We bought this house three years ago come July. It has a big yard, and my daughter and I have a garden. We started last summer - the first full summer, I'd just finished school, and I was finally getting around to unpacking boxes. Last year, we made a plan, and we were ready as soon as the first thaw came.

My daughter, by the way, was born while I was in California. She's beautiful, and in some ways, I think she's the quintessential California girl - just not the Southern California Surfer Chick variety. More the Northern California Tied-to-the-Earth variety. She worships the smell of lavender, memorizes the seed catalogs when it's still too early to order, and cultivates and honors her callouses.

Last year's garden was planned and the seedlings were almost ready to go in the ground on Derby weekend, the local "don't plant before" date. But life happens, you know?

That was the weekend my dad went into a coma. We thought he'd be gone before we got there, that Sunday night. But he rallied, and we had a good few days with him. And then a week later, he died, and we were back in NC for the funeral - and it was nearly three weeks late that we put the seedlings in the ground.

We couldn't keep up with the tomatoes. Daddy said, "Only plant five. No more than five." We had no idea what he was talking about, but he kept insisting, until I finally agreed. When I put the seedlings in the ground, three weeks behind schedule, I told him over my shoulder, "Okay, I'll only put five per row, but I have to have at least three rows." Now I know what he was talking about - there is NO way two people can manage the yield from more than five or six tomato plants.

And we had beans, which ran away with themselves, and zucchini as big as my arm (now I know, you don't want to let it get that big), and corn that did not much of anything, but we had to try. Pumpkins - yes! Broccoli, not so much. Peppers - I've had better, and I've had worse.

And what did we do, after the digging and the weeding and the harvesting and freezing and canning were done? After we'd given away all the tomatoes we could? After my friend Ilona, nine months pregnant, ate about a pound of the sweetest cherry tomatoes on earth, and a couple days later had the easiest labor imaginable and gave birth to the sweetest Lola on earth? (Ilona still says it was the tomatoes that made Lola's arrival so easy.) What did we do?

Well, we doubled our garden space. This year, we're planting garlic, onions, and carrots. I plan to have three varieties of potatoes, just to see if I can. (Never did potatoes before - but then, I never did garlic or onions before, either!) And we're planting beans again, and broccoli - yes, broccoli! - and squash and pumpkins and, of course, tomatoes. Six plants. That's all.

Philosophy and ecology and laughing at the dogs aside, why are we doing it? I can think of two reasons off the top of my head.

The first is history: In spite of myself, I am my father's daughter. He knew that; it's why he left me his Encyclopedia of Organic Gardening. It's why he told Mother and my sister and anyone else who would listen to tell me not to plant more than five tomato plants. He knew I'd get crazy and overdo it. He knew I couldn't stop once I started.

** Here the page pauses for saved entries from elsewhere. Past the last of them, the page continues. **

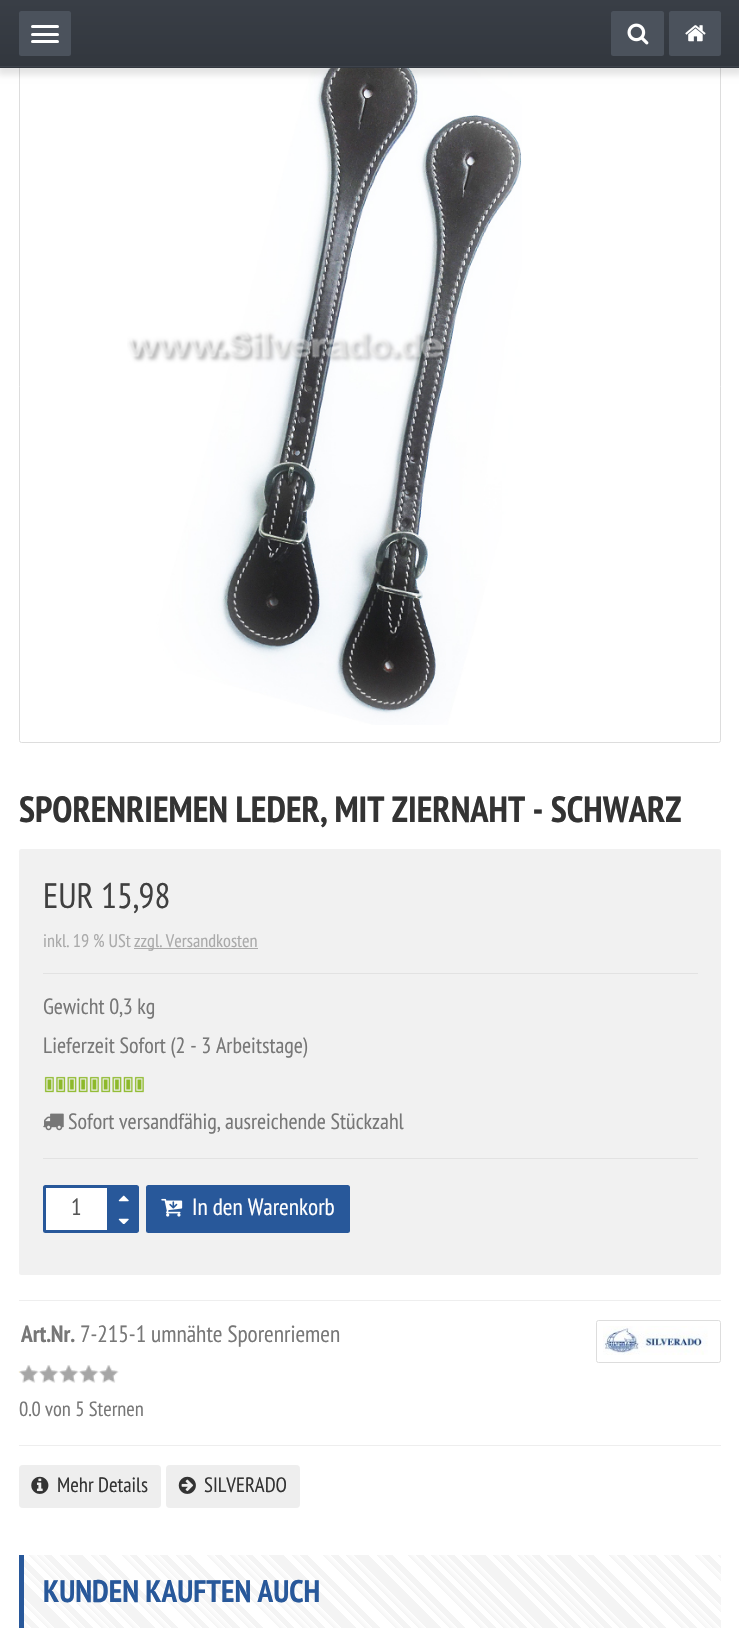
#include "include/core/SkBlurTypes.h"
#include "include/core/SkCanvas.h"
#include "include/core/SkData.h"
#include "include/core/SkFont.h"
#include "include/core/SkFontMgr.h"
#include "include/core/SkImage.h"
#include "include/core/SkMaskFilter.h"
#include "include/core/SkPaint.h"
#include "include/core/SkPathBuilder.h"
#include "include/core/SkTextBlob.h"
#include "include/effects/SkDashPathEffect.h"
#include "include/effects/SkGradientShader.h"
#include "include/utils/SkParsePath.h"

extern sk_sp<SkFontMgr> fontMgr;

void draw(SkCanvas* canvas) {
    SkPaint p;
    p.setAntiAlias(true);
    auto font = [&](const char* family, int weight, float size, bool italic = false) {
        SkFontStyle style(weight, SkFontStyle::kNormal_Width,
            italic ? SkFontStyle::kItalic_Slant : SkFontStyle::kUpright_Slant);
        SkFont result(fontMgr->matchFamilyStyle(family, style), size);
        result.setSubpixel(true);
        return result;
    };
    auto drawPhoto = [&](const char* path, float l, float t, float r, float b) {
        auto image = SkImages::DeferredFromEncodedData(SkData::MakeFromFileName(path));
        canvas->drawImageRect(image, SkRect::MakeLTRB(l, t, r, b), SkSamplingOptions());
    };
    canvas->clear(0xFFFFFFFF);
    p.setStyle(SkPaint::kStroke_Style);
    p.setStrokeWidth(1);
    p.setColor(0xFFDDDDDD);
    canvas->drawRoundRect(SkRect::MakeLTRB(19.5f, 30.5f, 720.5f, 742.5f), 2, 2, p);
    drawPhoto("media/3.png", 127, 68, 522, 725);
    p.setStyle(SkPaint::kFill_Style);
    p.setColor(0x1A000000);
    p.setMaskFilter(SkMaskFilter::MakeBlur(kNormal_SkBlurStyle, 3));
    canvas->drawRect(SkRect::MakeLTRB(-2, 3, 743, 75), p);
    p.setMaskFilter(nullptr);
    {
        const SkColor colors[] = {0xFF393E46, 0xFF32373E};
        const float stops[] = {0, 1};
        const SkPoint ends[] = {{370, 1.2f}, {370, 68}};
        p.setShader(SkGradientShader::MakeLinear(ends, colors, stops, 2, SkTileMode::kClamp));
        p.setAlpha(255);
    }
    canvas->drawRect(SkRect::MakeLTRB(0, 1, 739, 68), p);
    p.setShader(nullptr);
    p.setColor(0xFF393E46);
    canvas->drawRect(SkRect::MakeLTRB(0, 0, 739, 1), p);
    p.setColor(0xFF3E434C);
    canvas->drawRect(SkRect::MakeLTRB(0, 66, 739, 67), p);
    p.setColor(0xFF4B525C);
    canvas->drawRoundRect(SkRect::MakeLTRB(19, 11, 71, 56), 2.5f, 2.5f, p);
    p.setColor(0xFFFFFFFF);
    canvas->drawRoundRect(SkRect::MakeLTRB(31, 25, 59, 28), 1.5f, 1.5f, p);
    canvas->drawRoundRect(SkRect::MakeLTRB(31, 33, 59, 36), 1.5f, 1.5f, p);
    canvas->drawRoundRect(SkRect::MakeLTRB(31, 40, 59, 43), 1.5f, 1.5f, p);
    p.setColor(0xFF4B525C);
    canvas->drawRoundRect(SkRect::MakeLTRB(611, 11, 664, 56), 2.5f, 2.5f, p);
    drawPhoto("media/1.png", 627, 23, 649, 45);
    canvas->drawRoundRect(SkRect::MakeLTRB(669, 11, 721, 56), 2.5f, 2.5f, p);
    drawPhoto("media/2.png", 685, 25, 706, 42);
    auto font1 = font("PT Sans Narrow", 700, 35);
    p.setColor(0xFF333333);
    canvas->drawString("SPORENRIEMEN LEDER, MIT ZIERNAHT - SCHWARZ", 19, 822, font1, p);
    p.setColor(0xFFF1F1F1);
    canvas->drawRoundRect(SkRect::MakeLTRB(19, 849, 721, 1275), 2.5f, 2.5f, p);
    auto font2 = font("PT Sans Narrow", 400, 34);
    p.setColor(0xFF404040);
    canvas->drawString("EUR 15,98", 43, 908, font2, p);
    auto font3 = font("PT Sans Narrow", 400, 17.5f);
    p.setColor(0xFFAAAAAA);
    canvas->drawString("inkl. 19 % USt", 43, 947, font3, p);
    canvas->drawRect(SkRect::MakeLTRB(134, 948, 258, 949), p);
    canvas->drawString("zzgl. Versandkosten", 134, 947, font3, p);
    p.setColor(0xFFE2E2E2);
    canvas->drawRect(SkRect::MakeLTRB(43, 973, 698, 974), p);
    auto font4 = font("PT Sans Narrow", 400, 21.25f);
    p.setColor(0xFF777777);
    canvas->drawString("Gewicht 0,3 kg", 43, 1014, font4, p);
    canvas->drawString("Lieferzeit Sofort (2 - 3 Arbeitstage)", 43, 1053, font4, p);
    drawPhoto("media/4.png", 44, 1076, 144, 1093);
    drawPhoto("media/5.png", 43, 1113, 64, 1131);
    canvas->drawString("Sofort versandfähig, ausreichende Stückzahl", 68, 1129, font4, p);
    p.setColor(0xFFE2E2E2);
    canvas->drawRect(SkRect::MakeLTRB(43, 1158, 698, 1159), p);
    p.setColor(0xFFFFFFFF);
    canvas->drawPath(SkPathBuilder().moveTo(45.5f, 1186.5f).lineTo(108.5f, 1186.5f).lineTo(108.5f, 1231.5f).lineTo(45.5f, 1231.5f).cubicTo(45, 1231.5f, 44.5f, 1231, 44.5f, 1230.5f).lineTo(44.5f, 1187.5f).cubicTo(44.5f, 1187, 45, 1186.5f, 45.5f, 1186.5f).close().detach(), p);
    p.setStyle(SkPaint::kStroke_Style);
    p.setStrokeWidth(3);
    p.setColor(0xFF28589A);
    canvas->drawPath(SkPathBuilder().moveTo(45.5f, 1186.5f).lineTo(108.5f, 1186.5f).lineTo(108.5f, 1231.5f).lineTo(45.5f, 1231.5f).cubicTo(45, 1231.5f, 44.5f, 1231, 44.5f, 1230.5f).lineTo(44.5f, 1187.5f).cubicTo(44.5f, 1187, 45, 1186.5f, 45.5f, 1186.5f).close().detach(), p);
    auto font5 = font("PT Sans Narrow", 400, 22.5f);
    p.setStyle(SkPaint::kFill_Style);
    p.setColor(0xFF555555);
    canvas->drawString("1", 71, 1215, font5, p);
    p.setColor(0xFF28589A);
    canvas->drawPath(SkPathBuilder().moveTo(110, 1185).lineTo(136.5f, 1185).cubicTo(138, 1185, 139, 1186, 139, 1187.5f).lineTo(139, 1230.5f).cubicTo(139, 1232, 138, 1233, 136.5f, 1233).lineTo(110, 1233).close().detach(), p);
    drawPhoto("media/6.png", 118, 1195, 129, 1202);
    drawPhoto("media/7.png", 118, 1218, 129, 1224);
    canvas->drawRoundRect(SkRect::MakeLTRB(146, 1185, 350, 1233), 2.5f, 2.5f, p);
    drawPhoto("media/8.png", 161, 1198, 183, 1217);
    p.setColor(0xFFFFFFFF);
    canvas->drawString("In den Warenkorb", 192, 1215, font5, p);
    p.setColor(0xFFEEEEEE);
    canvas->drawRect(SkRect::MakeLTRB(19, 1300, 721, 1301), p);
    auto font6 = font("PT Sans Narrow", 700, 22.5f);
    p.setColor(0xFF777777);
    canvas->drawString("Art.Nr.", 21, 1342, font6, p);
    canvas->drawString("7-215-1 umnähte Sporenriemen", 80, 1342, font5, p);
    p.setStyle(SkPaint::kStroke_Style);
    p.setStrokeWidth(1);
    p.setColor(0xFFDDDDDD);
    canvas->drawRoundRect(SkRect::MakeLTRB(596.5f, 1320.5f, 720.5f, 1362.5f), 2, 2, p);
    drawPhoto("media/9.png", 603, 1326, 708, 1355);
    drawPhoto("media/10.png", 19, 1365, 119, 1383);
    drawPhoto("media/11.png", 18, 1371, 20, 1373);
    auto font7 = font("PT Sans Narrow", 400, 19.75f);
    p.setStyle(SkPaint::kFill_Style);
    p.setColor(0xFF777777);
    canvas->drawString("0.0 von 5 Sternen", 19, 1416, font7, p);
    p.setColor(0xFFEEEEEE);
    canvas->drawRect(SkRect::MakeLTRB(19, 1445, 721, 1446), p);
    canvas->drawRoundRect(SkRect::MakeLTRB(19, 1465, 161, 1508), 4, 4, p);
    drawPhoto("media/12.png", 31, 1476, 49, 1494);
    auto font8 = font("PT Sans Narrow", 400, 20);
    p.setColor(0xFF333333);
    canvas->drawString("Mehr Details", 57, 1492, font8, p);
    p.setColor(0xFFEEEEEE);
    canvas->drawRoundRect(SkRect::MakeLTRB(166, 1465, 300, 1508), 4, 4, p);
    drawPhoto("media/13.png", 178, 1476, 196, 1494);
    p.setColor(0xFF333333);
    canvas->drawString("SILVERADO", 204, 1492, font8, p);
    {
        const SkColor colors[] = {0xFFF4F4F4, 0xFFF4F4F4, 0xFFFFFFFF, 0xFFFFFFFF, 0xFFF4F4F4, 0xFFF4F4F4, 0xFFFFFFFF, 0xFFFFFFFF, 0xFFF4F4F4, 0xFFF4F4F4, 0xFFFFFFFF, 0xFFFFFFFF, 0xFFF4F4F4, 0xFFF4F4F4, 0xFFFFFFFF, 0xFFFFFFFF, 0xFFF4F4F4, 0xFFF4F4F4, 0xFFFFFFFF, 0xFFFFFFFF, 0xFFF4F4F4, 0xFFF4F4F4, 0xFFFFFFFF, 0xFFFFFFFF, 0xFFF4F4F4, 0xFFF4F4F4, 0xFFFFFFFF, 0xFFFFFFFF, 0xFFF4F4F4, 0xFFF4F4F4, 0xFFFFFFFF, 0xFFFFFFFF, 0xFFF4F4F4, 0xFFF4F4F4, 0xFFFFFFFF, 0xFFFFFFFF, 0xFFF4F4F4, 0xFFF4F4F4, 0xFFFFFFFF, 0xFFFFFFFF, 0xFFF4F4F4, 0xFFF4F4F4, 0xFFFFFFFF, 0xFFFFFFFF, 0xFFF4F4F4, 0xFFF4F4F4, 0xFFFFFFFF, 0xFFFFFFFF, 0xFFF4F4F4, 0xFFF4F4F4, 0xFFFFFFFF, 0xFFFFFFFF, 0xFFF4F4F4, 0xFFF4F4F4, 0xFFFFFFFF, 0xFFFFFFFF, 0xFFF4F4F4, 0xFFF4F4F4, 0xFFFFFFFF, 0xFFFFFFFF, 0xFFF4F4F4, 0xFFF4F4F4, 0xFFFFFFFF, 0xFFFFFFFF, 0xFFF4F4F4, 0xFFF4F4F4, 0xFFFFFFFF, 0xFFFFFFFF, 0xFFF4F4F4, 0xFFF4F4F4, 0xFFFFFFFF, 0xFFFFFFFF, 0xFFF4F4F4, 0xFFF4F4F4, 0xFFFFFFFF, 0xFFFFFFFF, 0xFFF4F4F4, 0xFFF4F4F4, 0xFFFFFFFF, 0xFFFFFFFF, 0xFFF4F4F4, 0xFFF4F4F4, 0xFFFFFFFF, 0xFFFFFFFF, 0xFFF4F4F4, 0xFFF4F4F4, 0xFFFFFFFF, 0xFFFFFFFF, 0xFFF4F4F4, 0xFFF4F4F4, 0xFFFFFFFF, 0xFFFFFFFF, 0xFFF4F4F4, 0xFFF4F4F4, 0xFFFFFFFF, 0xFFFFFFFF, 0xFFF4F4F4, 0xFFF4F4F4, 0xFFFFFFFF, 0xFFFFFFFF, 0xFFF4F4F4, 0xFFF4F4F4, 0xFFFFFFFF, 0xFFFFFFFF, 0xFFF4F4F4, 0xFFF4F4F4, 0xFFFFFFFF, 0xFFFFFFFF, 0xFFF4F4F4, 0xFFF4F4F4, 0xFFFFFFFF, 0xFFFFFFFF, 0xFFF4F4F4, 0xFFF4F4F4, 0xFFFFFFFF, 0xFFFFFFFF, 0xFFF4F4F4, 0xFFF4F4F4, 0xFFFFFFFF, 0xFFFFFFFF, 0xFFF4F4F4, 0xFFF4F4F4, 0xFFFFFFFF, 0xFFFFFFFF, 0xFFF4F4F4, 0xFFF4F4F4, 0xFFFFFFFF, 0xFFFFFFFF, 0xFFF4F4F4, 0xFFF4F4F4, 0xFFFFFFFF, 0xFFFFFFFF, 0xFFF4F4F4, 0xFFF4F4F4, 0xFFFFFFFF, 0xFFFFFFFF, 0xFFF4F4F4, 0xFFF4F4F4, 0xFFFFFFFF, 0xFFFFFFFF, 0xFFF4F4F4, 0xFFF4F4F4, 0xFFFFFFFF, 0xFFFFFFFF, 0xFFF4F4F4, 0xFFF4F4F4, 0xFFFFFFFF, 0xFFFFFFFF, 0xFFF4F4F4, 0xFFF4F4F4, 0xFFFFFFFF, 0xFFFFFFFF, 0xFFF4F4F4, 0xFFF4F4F4, 0xFFFFFFFF, 0xFFFFFFFF, 0xFFF4F4F4, 0xFFF4F4F4, 0xFFFFFFFF, 0xFFFFFFFF, 0xFFF4F4F4, 0xFFF4F4F4, 0xFFFFFFFF, 0xFFFFFFFF, 0xFFF4F4F4, 0xFFF4F4F4, 0xFFFFFFFF, 0xFFFFFFFF, 0xFFF4F4F4, 0xFFF4F4F4, 0xFFFFFFFF, 0xFFFFFFFF, 0xFFF4F4F4, 0xFFF4F4F4, 0xFFFFFFFF, 0xFFFFFFFF, 0xFFF4F4F4, 0xFFF4F4F4, 0xFFFFFFFF, 0xFFFFFFFF, 0xFFF4F4F4, 0xFFF4F4F4, 0xFFFFFFFF, 0xFFFFFFFF, 0xFFF4F4F4, 0xFFF4F4F4, 0xFFFFFFFF, 0xFFFFFFFF, 0xFFF4F4F4, 0xFFF4F4F4, 0xFFFFFFFF, 0xFFFFFFFF, 0xFFF4F4F4, 0xFFF4F4F4, 0xFFFFFFFF, 0xFFFFFFFF, 0xFFF4F4F4, 0xFFF4F4F4, 0xFFFFFFFF, 0xFFFFFFFF, 0xFFF4F4F4, 0xFFF4F4F4, 0xFFFFFFFF, 0xFFFFFFFF, 0xFFF4F4F4, 0xFFF4F4F4, 0xFFFFFFFF, 0xFFFFFFFF, 0xFFF4F4F4, 0xFFF4F4F4, 0xFFFFFFFF, 0xFFFFFFFF, 0xFFF4F4F4, 0xFFF4F4F4, 0xFFFFFFFF, 0xFFFFFFFF, 0xFFF4F4F4, 0xFFF4F4F4, 0xFFFFFFFF, 0xFFFFFFFF, 0xFFF4F4F4, 0xFFF4F4F4, 0xFFFFFFFF, 0xFFFFFFFF, 0xFFF4F4F4, 0xFFF4F4F4, 0xFFFFFFFF, 0xFFFFFFFF, 0xFFF4F4F4, 0xFFF4F4F4, 0xFFFFFFFF, 0xFFFFFFFF, 0xFFF4F4F4, 0xFFF4F4F4, 0xFFFFFFFF, 0xFFFFFFFF, 0xFFF4F4F4, 0xFFF4F4F4, 0xFFFFFFFF, 0xFFFFFFFF, 0xFFF4F4F4, 0xFFF4F4F4, 0xFFFFFFFF, 0xFFFFFFFF, 0xFFF4F4F4, 0xFFF4F4F4, 0xFFFFFFFF, 0xFFFFFFFF, 0xFFF4F4F4, 0xFFF4F4F4, 0xFFFFFFFF, 0xFFFFFFFF, 0xFFF4F4F4, 0xFFF4F4F4, 0xFFFFFFFF, 0xFFFFFFFF, 0xFFF4F4F4, 0xFFF4F4F4, 0xFFFFFFFF, 0xFFFFFFFF, 0xFFF4F4F4, 0xFFF4F4F4, 0xFFFFFFFF, 0xFFFFFFFF, 0xFFF4F4F4, 0xFFF4F4F4, 0xFFFFFFFF, 0xFFFFFFFF, 0xFFF4F4F4, 0xFFF4F4F4, 0xFFFFFFFF, 0xFFFFFFFF, 0xFFF4F4F4, 0xFFF4F4F4, 0xFFFFFFFF, 0xFFFFFFFF, 0xFFF4F4F4, 0xFFF4F4F4, 0xFFFFFFFF, 0xFFFFFFFF, 0xFFF4F4F4, 0xFFF4F4F4, 0xFFFFFFFF, 0xFFFFFFFF, 0xFFF4F4F4, 0xFFF4F4F4, 0xFFFFFFFF, 0xFFFFFFFF, 0xFFF4F4F4, 0xFFF4F4F4, 0xFFFFFFFF, 0xFFFFFFFF};
        const float stops[] = {0, 0, 0.01f, 0.01f, 0.01f, 0.02f, 0.02f, 0.03f, 0.03f, 0.03f, 0.04f, 0.04f, 0.04f, 0.05f, 0.05f, 0.05f, 0.05f, 0.06f, 0.06f, 0.07f, 0.07f, 0.07f, 0.08f, 0.08f, 0.08f, 0.09f, 0.09f, 0.1f, 0.1f, 0.1f, 0.11f, 0.11f, 0.11f, 0.11f, 0.12f, 0.12f, 0.12f, 0.13f, 0.13f, 0.14f, 0.14f, 0.14f, 0.15f, 0.15f, 0.15f, 0.16f, 0.16f, 0.16f, 0.16f, 0.17f, 0.17f, 0.18f, 0.18f, 0.18f, 0.19f, 0.19f, 0.19f, 0.2f, 0.2f, 0.21f, 0.21f, 0.21f, 0.21f, 0.22f, 0.22f, 0.22f, 0.23f, 0.23f, 0.23f, 0.24f, 0.24f, 0.25f, 0.25f, 0.25f, 0.26f, 0.26f, 0.26f, 0.26f, 0.27f, 0.27f, 0.27f, 0.28f, 0.28f, 0.29f, 0.29f, 0.29f, 0.3f, 0.3f, 0.3f, 0.31f, 0.31f, 0.32f, 0.32f, 0.32f, 0.32f, 0.33f, 0.33f, 0.33f, 0.34f, 0.34f, 0.34f, 0.35f, 0.35f, 0.36f, 0.36f, 0.36f, 0.37f, 0.37f, 0.37f, 0.37f, 0.38f, 0.38f, 0.38f, 0.39f, 0.39f, 0.4f, 0.4f, 0.4f, 0.41f, 0.41f, 0.41f, 0.42f, 0.42f, 0.42f, 0.42f, 0.43f, 0.43f, 0.44f, 0.44f, 0.44f, 0.45f, 0.45f, 0.45f, 0.46f, 0.46f, 0.47f, 0.47f, 0.47f, 0.47f, 0.48f, 0.48f, 0.48f, 0.49f, 0.49f, 0.49f, 0.5f, 0.5f, 0.51f, 0.51f, 0.51f, 0.52f, 0.52f, 0.52f, 0.53f, 0.53f, 0.53f, 0.53f, 0.54f, 0.54f, 0.55f, 0.55f, 0.55f, 0.56f, 0.56f, 0.56f, 0.57f, 0.57f, 0.58f, 0.58f, 0.58f, 0.58f, 0.59f, 0.59f, 0.59f, 0.6f, 0.6f, 0.6f, 0.61f, 0.61f, 0.62f, 0.62f, 0.62f, 0.63f, 0.63f, 0.63f, 0.63f, 0.64f, 0.64f, 0.64f, 0.65f, 0.65f, 0.66f, 0.66f, 0.66f, 0.67f, 0.67f, 0.67f, 0.68f, 0.68f, 0.68f, 0.68f, 0.69f, 0.69f, 0.7f, 0.7f, 0.7f, 0.71f, 0.71f, 0.71f, 0.72f, 0.72f, 0.73f, 0.73f, 0.73f, 0.74f, 0.74f, 0.74f, 0.74f, 0.75f, 0.75f, 0.75f, 0.76f, 0.76f, 0.77f, 0.77f, 0.77f, 0.78f, 0.78f, 0.78f, 0.79f, 0.79f, 0.79f, 0.79f, 0.8f, 0.8f, 0.81f, 0.81f, 0.81f, 0.82f, 0.82f, 0.82f, 0.83f, 0.83f, 0.84f, 0.84f, 0.84f, 0.84f, 0.85f, 0.85f, 0.85f, 0.86f, 0.86f, 0.86f, 0.87f, 0.87f, 0.88f, 0.88f, 0.88f, 0.89f, 0.89f, 0.89f, 0.89f, 0.9f, 0.9f, 0.9f, 0.91f, 0.91f, 0.92f, 0.92f, 0.92f, 0.93f, 0.93f, 0.93f, 0.94f, 0.94f, 0.95f, 0.95f, 0.95f, 0.95f, 0.96f, 0.96f, 0.96f, 0.97f, 0.97f, 0.97f, 0.98f, 0.98f, 0.99f, 0.99f, 0.99f, 1, 1};
        const SkPoint ends[] = {{180, 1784}, {567, 1397}};
        p.setShader(SkGradientShader::MakeLinear(ends, colors, stops, 292, SkTileMode::kClamp));
        p.setAlpha(255);
    }
    canvas->drawRect(SkRect::MakeLTRB(24, 1555, 721, 1628), p);
    p.setShader(nullptr);
    p.setColor(0xFF28589A);
    canvas->drawRect(SkRect::MakeLTRB(19, 1555, 24, 1628), p);
    auto font9 = font("PT Sans Narrow", 700, 30);
    canvas->drawString("KUNDEN KAUFTEN AUCH", 43, 1602, font9, p);
}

He knew once the dirt in my blood got moving and made it to my heart, I'd dig and plant until my arms fell off.

He was right about that. After his funeral - after we planted my dad at the top of one of his beloved North Carolina mountains and went home - I dug until I ached. When I had to stop, I turned to face the sun, and I stretched as high as I could, and I talked to him. Last summer, I gardened because I missed my dad, and in the garden, I could still touch base. I could still touch his heart, and that of his brother, my precious Uncle Paul, and his parents, Yancey and Mary Lela. In the garden, under the hot Kentucky sun, I could still talk to my family.

The other reason is pre-history - and I am the "pre." I am my daughter's mother. In our garden, we are women together. There is no mother, no daughter - we are friends. She knows things I can't even guess; I sense things that are just hints to her. My daughter is an herbal healer, a kitchen witch. I am a gardener and a maker of tomato sandwiches. Together, we make magic of a deeply earthy kind.
She cultivates the seeds, I water them.
I weed, she harvests. We plant, she cans. She digs, we stake. And while we dig and plant and stake and harvest and can, we talk. We're friends. We're sisters.

Someday - if we can keep this ball of earth turning a few more cycles 'round the spoke of the sun - she and her daughter will be friends in the garden. I will feel blessed indeed if I can be there to help them. Maybe, like me, my daughter's daughter will resent the weeding, hate the digging - but maybe, like me, she will grow from resentment to an understanding of hard reality, to a deep love of the smell of dirt and tomatoes and lavender that gets embedded in the skin sometime around August.

Meanwhile, here in February and early March, with the wind chill in single or negative digits, we have the memory of the smell of our hands in August, and the hope of an August just around the corner.